++++ Records for this task ++++
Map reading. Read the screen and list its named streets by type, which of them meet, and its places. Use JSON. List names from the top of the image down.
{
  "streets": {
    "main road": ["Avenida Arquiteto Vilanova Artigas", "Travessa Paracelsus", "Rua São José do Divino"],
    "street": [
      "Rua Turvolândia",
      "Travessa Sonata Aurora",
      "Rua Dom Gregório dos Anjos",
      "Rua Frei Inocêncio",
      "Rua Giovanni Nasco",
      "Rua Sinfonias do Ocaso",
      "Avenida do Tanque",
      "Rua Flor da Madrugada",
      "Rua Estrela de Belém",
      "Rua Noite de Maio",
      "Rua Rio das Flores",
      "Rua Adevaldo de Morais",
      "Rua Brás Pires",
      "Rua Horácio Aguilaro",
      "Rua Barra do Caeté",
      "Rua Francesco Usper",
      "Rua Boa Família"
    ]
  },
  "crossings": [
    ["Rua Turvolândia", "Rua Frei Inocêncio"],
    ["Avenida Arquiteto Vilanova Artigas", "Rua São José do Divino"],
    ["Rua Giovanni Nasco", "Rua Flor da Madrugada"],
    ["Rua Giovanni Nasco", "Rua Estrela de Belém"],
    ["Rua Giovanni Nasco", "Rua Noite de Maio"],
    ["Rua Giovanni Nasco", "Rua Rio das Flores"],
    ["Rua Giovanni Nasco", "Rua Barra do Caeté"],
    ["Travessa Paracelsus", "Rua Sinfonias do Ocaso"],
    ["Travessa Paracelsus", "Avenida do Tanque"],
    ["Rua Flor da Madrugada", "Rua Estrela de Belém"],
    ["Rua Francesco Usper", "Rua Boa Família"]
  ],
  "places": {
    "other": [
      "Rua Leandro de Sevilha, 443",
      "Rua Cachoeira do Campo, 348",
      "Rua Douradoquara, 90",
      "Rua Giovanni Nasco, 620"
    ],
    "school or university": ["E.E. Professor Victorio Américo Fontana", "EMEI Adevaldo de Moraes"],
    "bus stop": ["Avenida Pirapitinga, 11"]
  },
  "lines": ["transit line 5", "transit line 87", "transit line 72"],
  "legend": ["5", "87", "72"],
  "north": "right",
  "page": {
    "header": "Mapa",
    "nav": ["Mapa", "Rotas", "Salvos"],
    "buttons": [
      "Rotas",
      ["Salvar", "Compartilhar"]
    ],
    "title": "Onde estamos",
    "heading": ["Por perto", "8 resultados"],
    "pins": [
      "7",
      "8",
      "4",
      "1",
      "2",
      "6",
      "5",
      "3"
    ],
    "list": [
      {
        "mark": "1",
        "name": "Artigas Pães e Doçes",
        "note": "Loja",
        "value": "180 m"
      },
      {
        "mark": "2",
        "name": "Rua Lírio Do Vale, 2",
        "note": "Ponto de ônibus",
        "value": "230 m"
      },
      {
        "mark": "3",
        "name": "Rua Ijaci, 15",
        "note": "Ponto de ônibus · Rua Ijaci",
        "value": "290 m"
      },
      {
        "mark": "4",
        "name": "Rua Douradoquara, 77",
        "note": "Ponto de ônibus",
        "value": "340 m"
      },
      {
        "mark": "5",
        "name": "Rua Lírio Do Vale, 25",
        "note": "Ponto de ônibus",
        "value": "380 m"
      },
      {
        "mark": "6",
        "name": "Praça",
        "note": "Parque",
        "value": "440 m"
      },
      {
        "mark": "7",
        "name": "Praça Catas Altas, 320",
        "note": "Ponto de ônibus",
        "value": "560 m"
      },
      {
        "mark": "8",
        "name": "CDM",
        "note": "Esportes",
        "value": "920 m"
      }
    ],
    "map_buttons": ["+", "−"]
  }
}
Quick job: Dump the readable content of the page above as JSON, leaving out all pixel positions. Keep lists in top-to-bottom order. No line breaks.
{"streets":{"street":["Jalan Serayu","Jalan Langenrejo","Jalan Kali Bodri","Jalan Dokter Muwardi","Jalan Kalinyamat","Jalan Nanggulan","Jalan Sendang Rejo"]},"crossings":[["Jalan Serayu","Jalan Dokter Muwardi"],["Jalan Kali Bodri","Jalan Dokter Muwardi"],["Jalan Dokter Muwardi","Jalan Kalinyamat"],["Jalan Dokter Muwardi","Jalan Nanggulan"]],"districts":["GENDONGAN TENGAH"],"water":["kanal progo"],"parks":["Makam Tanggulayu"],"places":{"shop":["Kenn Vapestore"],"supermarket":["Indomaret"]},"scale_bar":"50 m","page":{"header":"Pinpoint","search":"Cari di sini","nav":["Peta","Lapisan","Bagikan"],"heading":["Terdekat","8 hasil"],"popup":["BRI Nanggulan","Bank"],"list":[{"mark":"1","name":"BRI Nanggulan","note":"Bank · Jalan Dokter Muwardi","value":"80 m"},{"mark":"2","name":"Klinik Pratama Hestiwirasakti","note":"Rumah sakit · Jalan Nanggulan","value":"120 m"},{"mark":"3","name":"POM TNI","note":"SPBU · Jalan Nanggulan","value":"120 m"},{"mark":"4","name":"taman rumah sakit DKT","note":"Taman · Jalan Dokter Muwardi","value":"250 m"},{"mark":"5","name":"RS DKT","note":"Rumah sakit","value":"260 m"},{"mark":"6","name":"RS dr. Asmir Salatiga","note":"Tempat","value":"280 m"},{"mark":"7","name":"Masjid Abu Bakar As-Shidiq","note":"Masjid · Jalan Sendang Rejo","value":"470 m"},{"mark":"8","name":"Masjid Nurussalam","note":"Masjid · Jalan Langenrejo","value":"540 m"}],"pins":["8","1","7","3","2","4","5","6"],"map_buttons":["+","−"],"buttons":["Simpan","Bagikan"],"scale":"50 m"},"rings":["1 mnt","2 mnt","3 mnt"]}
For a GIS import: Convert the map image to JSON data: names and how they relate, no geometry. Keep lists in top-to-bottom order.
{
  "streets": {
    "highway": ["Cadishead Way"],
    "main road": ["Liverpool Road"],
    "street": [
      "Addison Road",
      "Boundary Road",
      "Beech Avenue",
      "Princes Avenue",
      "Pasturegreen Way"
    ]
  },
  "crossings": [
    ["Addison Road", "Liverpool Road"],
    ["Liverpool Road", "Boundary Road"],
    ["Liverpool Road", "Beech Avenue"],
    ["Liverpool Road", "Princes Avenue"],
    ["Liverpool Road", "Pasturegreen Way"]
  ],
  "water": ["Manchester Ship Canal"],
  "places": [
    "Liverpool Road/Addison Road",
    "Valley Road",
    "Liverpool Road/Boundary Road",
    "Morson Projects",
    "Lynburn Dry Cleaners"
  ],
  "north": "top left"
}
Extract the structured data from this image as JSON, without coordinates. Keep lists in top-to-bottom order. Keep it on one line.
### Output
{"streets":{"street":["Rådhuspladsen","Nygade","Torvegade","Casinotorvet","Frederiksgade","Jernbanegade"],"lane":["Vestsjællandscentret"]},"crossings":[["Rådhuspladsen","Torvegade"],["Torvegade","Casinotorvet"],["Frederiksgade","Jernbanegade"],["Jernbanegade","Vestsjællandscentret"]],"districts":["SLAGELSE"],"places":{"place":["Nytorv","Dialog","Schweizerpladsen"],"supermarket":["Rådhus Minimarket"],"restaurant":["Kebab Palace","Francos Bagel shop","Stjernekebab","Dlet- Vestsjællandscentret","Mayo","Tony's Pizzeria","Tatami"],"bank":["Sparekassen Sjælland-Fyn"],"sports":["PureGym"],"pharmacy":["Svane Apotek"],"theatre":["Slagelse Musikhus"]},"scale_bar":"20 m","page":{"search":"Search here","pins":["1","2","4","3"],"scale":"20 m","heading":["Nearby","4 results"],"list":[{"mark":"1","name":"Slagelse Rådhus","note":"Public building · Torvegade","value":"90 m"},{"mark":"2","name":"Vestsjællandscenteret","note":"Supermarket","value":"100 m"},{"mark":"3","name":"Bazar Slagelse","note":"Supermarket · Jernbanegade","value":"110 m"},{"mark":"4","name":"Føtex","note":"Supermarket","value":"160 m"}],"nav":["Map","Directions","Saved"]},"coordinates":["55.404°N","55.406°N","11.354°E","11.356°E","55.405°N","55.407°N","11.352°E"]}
++++
** What to do **
Among the entries, how many lines contain the string "Avenue"? Give the number without anything else.

** Written solution **
4